— EXERCISE OBJECTIVE —
Every record below needs to be written out exactly, apart from the pictures.

>>>>>

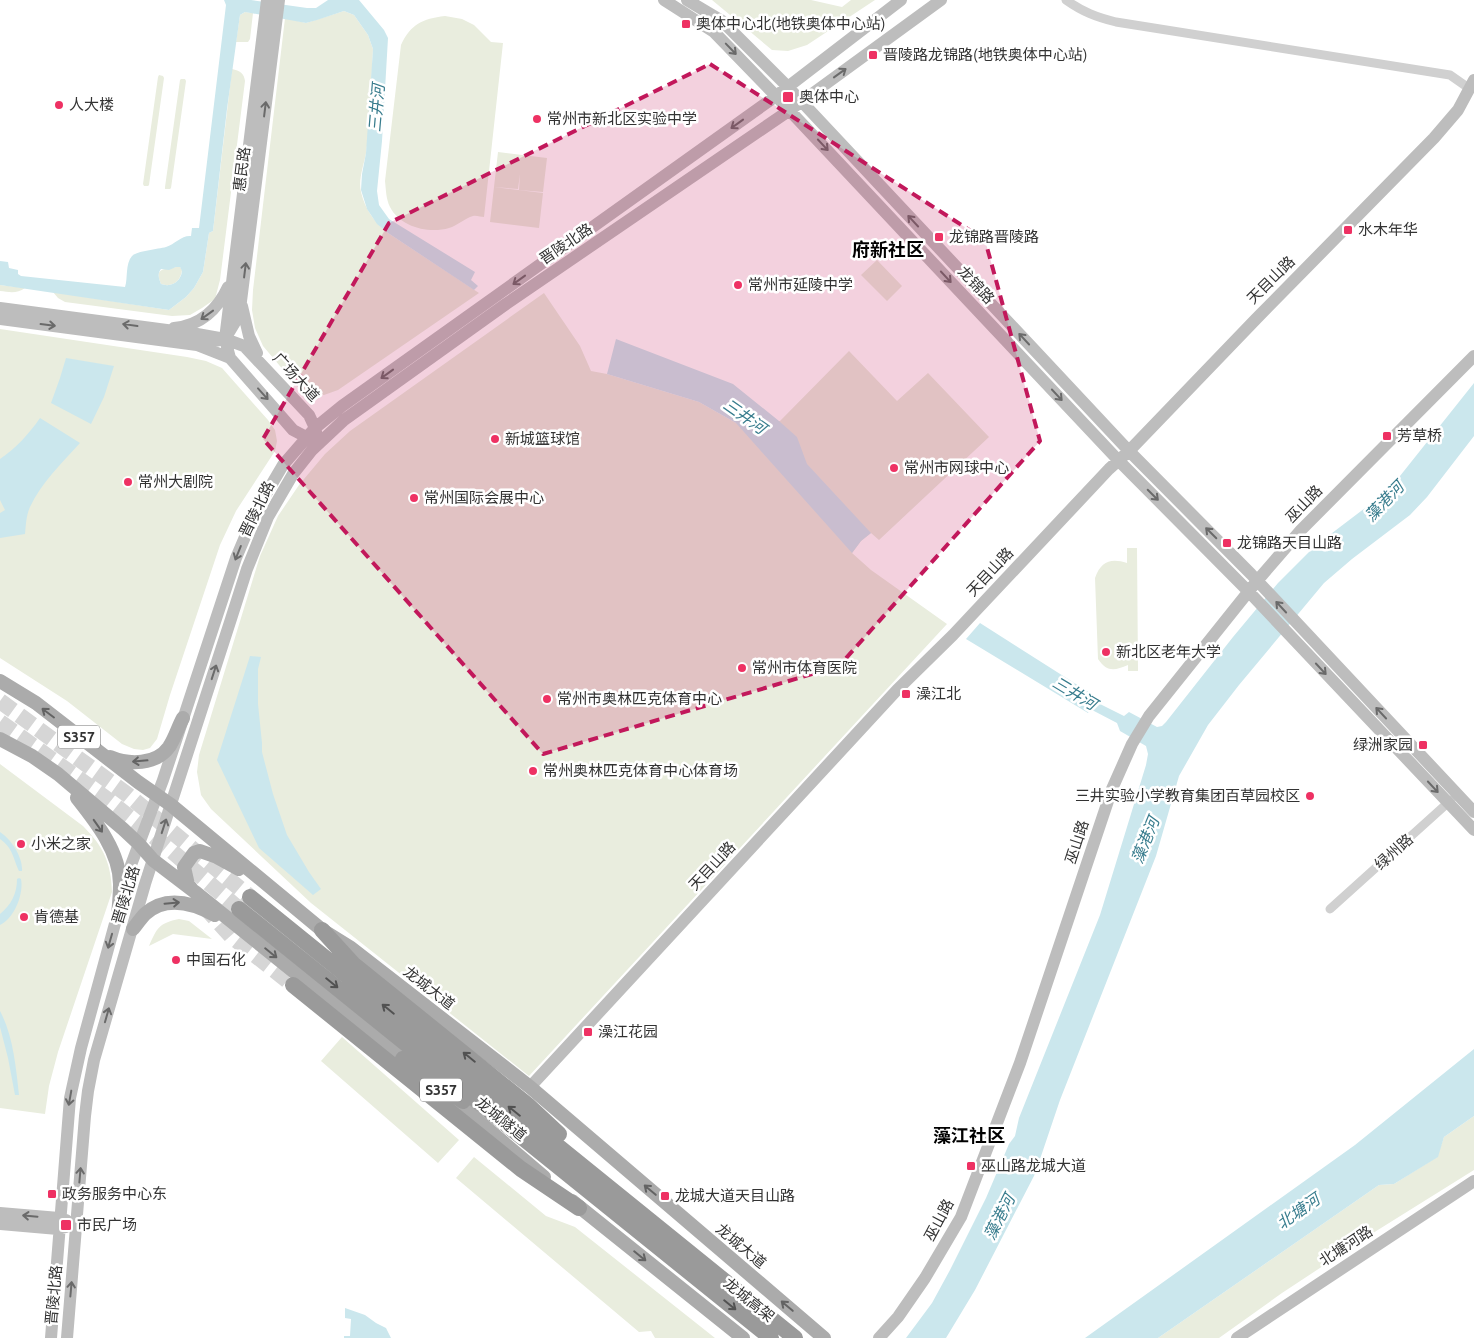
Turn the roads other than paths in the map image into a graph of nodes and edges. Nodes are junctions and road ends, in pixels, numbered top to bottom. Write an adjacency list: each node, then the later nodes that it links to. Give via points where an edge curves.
1 (664, 0): 10 (main road, 龙锦路, one-way to 10, via 714,32)
2 (687, 0): 9 (main road, 龙锦路, via 722,21)
3 (901, 0): 9 (main road, 晋陵北路)
4 (941, 0): 11 (main road, 晋陵北路, one-way to 4)
5 (1066, 0): 8 (street, via 1096,17 1116,22 1450,75)
6 (275, 1): 7 (main road, 惠民路)
7 (271, 19): 13 (main road, 惠民路); 14 (main road, 惠民路, one-way to 7)
8 (1472, 84): 26 (main road, 天目山路, via 1458,110 1434,138)
9 (788, 87): 10 (main road, 晋陵北路); 11 (main road, 龙锦路)
10 (776, 96): 12 (main road, 龙锦路); 25 (main road, 晋陵北路, one-way to 25, via 342,406)
11 (800, 102): 12 (main road, 晋陵北路); 26 (main road, 龙锦路, one-way to 11)
12 (790, 110): 25 (main road, 晋陵北路, via 506,304 344,420); 27 (main road, 龙锦路, one-way to 27)
13 (234, 275): 17 (main road, one-way to 17, via 223,300 212,312 178,328); 18 (main road, 惠民路)
14 (241, 301): 18 (main road, 惠民路, via 237,319); 22 (main road, via 249,336)
15 (0, 308): 17 (main road, 广场大道, one-way to 15)
16 (0, 319): 19 (main road, one-way to 19)
17 (160, 329): 18 (main road, 广场大道)
18 (225, 339): 19 (main road); 21 (main road, 惠民路); 22 (main road, 广场大道, via 244,346)
19 (197, 345): 21 (main road)
20 (1474, 356): 28 (main road, 巫山路, via 1301,530)
21 (230, 358): 24 (main road, one-way to 24)
22 (266, 368): 23 (main road, 广场大道)
23 (294, 399): 24 (main road, via 295,409 287,413); 25 (main road, 广场大道, via 309,415)
24 (278, 411): 25 (main road, via 293,430)
25 (314, 436): 31 (main road, 晋陵北路, one-way to 31, via 284,465 256,511 236,558); 37 (main road, 晋陵北路, one-way to 25, via 247,569 268,517 293,474 312,450)
26 (1129, 451): 27 (main road, 天目山路); 28 (main road, 龙锦路, one-way to 26)
27 (1119, 461): 29 (main road, 龙锦路, one-way to 29); 52 (main road, 天目山路, via 898,690)
28 (1262, 586): 29 (main road, 巫山路); 36 (main road, 龙锦路, one-way to 28)
29 (1253, 597): 36 (main road, 龙锦路, one-way to 36); 67 (main road, 巫山路, via 1149,716 1132,744 1112,789 1020,1063 961,1217 898,1318)
30 (0, 681): 33 (main road, 龙城大道 / S357, one-way to 30, via 36,703)
31 (183, 718): 33 (main road, one-way to 33, via 168,748 154,759 120,761); 35 (main road, 晋陵北路)
32 (0, 739): 34 (main road, S357)
33 (98, 752): 35 (main road, 龙城大道 / S357)
34 (58, 774): 40 (main road, S357); 46 (main road, one-way to 46, via 88,811 114,856 120,882)
35 (157, 795): 37 (main road, 龙城大道 / S357); 40 (main road, 晋陵北路)
36 (1452, 799): 38 (main road); 39 (main road); 45 (street, 绿州路)
37 (171, 805): 41 (main road, 晋陵北路, one-way to 37); 42 (main road, 龙城大道 / S357)
38 (1474, 812)
39 (1474, 830)
40 (139, 844): 41 (main road, S357); 46 (main road, 晋陵北路, via 130,865)
41 (153, 860): 43 (main road, S357); 47 (main road, 晋陵北路)
42 (270, 887): 43 (main road, via 200,851 194,853 184,867 188,885); 49 (main road, 龙城大道 / S357)
43 (195, 892): 48 (main road, S357)
44 (245, 903): 60 (highway, 龙城隧道)
45 (1330, 909)
46 (118, 915): 58 (main road, 晋陵北路, one-way to 58, via 80,1048 70,1098)
47 (132, 929): 48 (main road, one-way to 48, via 146,913 162,904 180,902 200,907); 59 (main road, 晋陵北路, one-way to 47, via 89,1083)
48 (243, 930): 51 (main road, S357, one-way to 51)
49 (322, 930): 52 (main road, 龙城大道 / S357, via 351,948); 60 (highway, one-way to 49, via 529,1106 353,964)
50 (293, 985): 55 (highway, via 521,1169)
51 (403, 1059): 55 (main road, S357); 60 (highway, via 482,1115 632,1237)
52 (530, 1087): 66 (main road, 龙城大道 / S357, one-way to 52)
53 (1474, 1181): 68 (main road, 北塘河路)
54 (1474, 1191): 69 (main road, 北塘河路)
55 (580, 1208): 63 (main road, S357, one-way to 63)
56 (0, 1214): 58 (main road, one-way to 56)
57 (0, 1224): 58 (main road)
58 (59, 1224): 59 (main road); 61 (main road, 晋陵北路)
59 (75, 1224): 62 (main road, 晋陵北路, one-way to 59)
60 (697, 1268): 64 (highway, 龙城高架, one-way to 64); 65 (highway, 龙城高架)
61 (51, 1338)
62 (67, 1338)
63 (743, 1338)
64 (771, 1338)
65 (795, 1338)
66 (824, 1338)
67 (879, 1338)
68 (1237, 1338)
69 (1248, 1338)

<<<<<

— REPLY —
Turn the roads other than paths in the map image into a graph of nodes and edges. Nodes are junctions and road ends, in pixels, numbered top to bottom. Write an adjacency list: each node, then the later nodes that it links to. Give via points where an edge curves.
1 (664, 0): 10 (main road, 龙锦路, one-way to 10, via 714,32)
2 (687, 0): 9 (main road, 龙锦路, via 722,21)
3 (901, 0): 9 (main road, 晋陵北路)
4 (941, 0): 11 (main road, 晋陵北路, one-way to 4)
5 (1066, 0): 8 (street, via 1096,17 1116,22 1450,75)
6 (275, 1): 7 (main road, 惠民路)
7 (271, 19): 13 (main road, 惠民路); 14 (main road, 惠民路, one-way to 7)
8 (1472, 84): 26 (main road, 天目山路, via 1458,110 1434,138)
9 (788, 87): 10 (main road, 晋陵北路); 11 (main road, 龙锦路)
10 (776, 96): 12 (main road, 龙锦路); 25 (main road, 晋陵北路, one-way to 25, via 342,406)
11 (800, 102): 12 (main road, 晋陵北路); 26 (main road, 龙锦路, one-way to 11)
12 (790, 110): 25 (main road, 晋陵北路, via 506,304 344,420); 27 (main road, 龙锦路, one-way to 27)
13 (234, 275): 17 (main road, one-way to 17, via 223,300 212,312 178,328); 18 (main road, 惠民路)
14 (241, 301): 18 (main road, 惠民路, via 237,319); 22 (main road, via 249,336)
15 (0, 308): 17 (main road, 广场大道, one-way to 15)
16 (0, 319): 19 (main road, one-way to 19)
17 (160, 329): 18 (main road, 广场大道)
18 (225, 339): 19 (main road); 21 (main road, 惠民路); 22 (main road, 广场大道, via 244,346)
19 (197, 345): 21 (main road)
20 (1474, 356): 28 (main road, 巫山路, via 1301,530)
21 (230, 358): 24 (main road, one-way to 24)
22 (266, 368): 23 (main road, 广场大道)
23 (294, 399): 24 (main road, via 295,409 287,413); 25 (main road, 广场大道, via 309,415)
24 (278, 411): 25 (main road, via 293,430)
25 (314, 436): 31 (main road, 晋陵北路, one-way to 31, via 284,465 256,511 236,558); 37 (main road, 晋陵北路, one-way to 25, via 247,569 268,517 293,474 312,450)
26 (1129, 451): 27 (main road, 天目山路); 28 (main road, 龙锦路, one-way to 26)
27 (1119, 461): 29 (main road, 龙锦路, one-way to 29); 52 (main road, 天目山路, via 898,690)
28 (1262, 586): 29 (main road, 巫山路); 36 (main road, 龙锦路, one-way to 28)
29 (1253, 597): 36 (main road, 龙锦路, one-way to 36); 67 (main road, 巫山路, via 1149,716 1132,744 1112,789 1020,1063 961,1217 898,1318)
30 (0, 681): 33 (main road, 龙城大道 / S357, one-way to 30, via 36,703)
31 (183, 718): 33 (main road, one-way to 33, via 168,748 154,759 120,761); 35 (main road, 晋陵北路)
32 (0, 739): 34 (main road, S357)
33 (98, 752): 35 (main road, 龙城大道 / S357)
34 (58, 774): 40 (main road, S357); 46 (main road, one-way to 46, via 88,811 114,856 120,882)
35 (157, 795): 37 (main road, 龙城大道 / S357); 40 (main road, 晋陵北路)
36 (1452, 799): 38 (main road); 39 (main road); 45 (street, 绿州路)
37 (171, 805): 41 (main road, 晋陵北路, one-way to 37); 42 (main road, 龙城大道 / S357)
38 (1474, 812)
39 (1474, 830)
40 (139, 844): 41 (main road, S357); 46 (main road, 晋陵北路, via 130,865)
41 (153, 860): 43 (main road, S357); 47 (main road, 晋陵北路)
42 (270, 887): 43 (main road, via 200,851 194,853 184,867 188,885); 49 (main road, 龙城大道 / S357)
43 (195, 892): 48 (main road, S357)
44 (245, 903): 60 (highway, 龙城隧道)
45 (1330, 909)
46 (118, 915): 58 (main road, 晋陵北路, one-way to 58, via 80,1048 70,1098)
47 (132, 929): 48 (main road, one-way to 48, via 146,913 162,904 180,902 200,907); 59 (main road, 晋陵北路, one-way to 47, via 89,1083)
48 (243, 930): 51 (main road, S357, one-way to 51)
49 (322, 930): 52 (main road, 龙城大道 / S357, via 351,948); 60 (highway, one-way to 49, via 529,1106 353,964)
50 (293, 985): 55 (highway, via 521,1169)
51 (403, 1059): 55 (main road, S357); 60 (highway, via 482,1115 632,1237)
52 (530, 1087): 66 (main road, 龙城大道 / S357, one-way to 52)
53 (1474, 1181): 68 (main road, 北塘河路)
54 (1474, 1191): 69 (main road, 北塘河路)
55 (580, 1208): 63 (main road, S357, one-way to 63)
56 (0, 1214): 58 (main road, one-way to 56)
57 (0, 1224): 58 (main road)
58 (59, 1224): 59 (main road); 61 (main road, 晋陵北路)
59 (75, 1224): 62 (main road, 晋陵北路, one-way to 59)
60 (697, 1268): 64 (highway, 龙城高架, one-way to 64); 65 (highway, 龙城高架)
61 (51, 1338)
62 (67, 1338)
63 (743, 1338)
64 (771, 1338)
65 (795, 1338)
66 (824, 1338)
67 (879, 1338)
68 (1237, 1338)
69 (1248, 1338)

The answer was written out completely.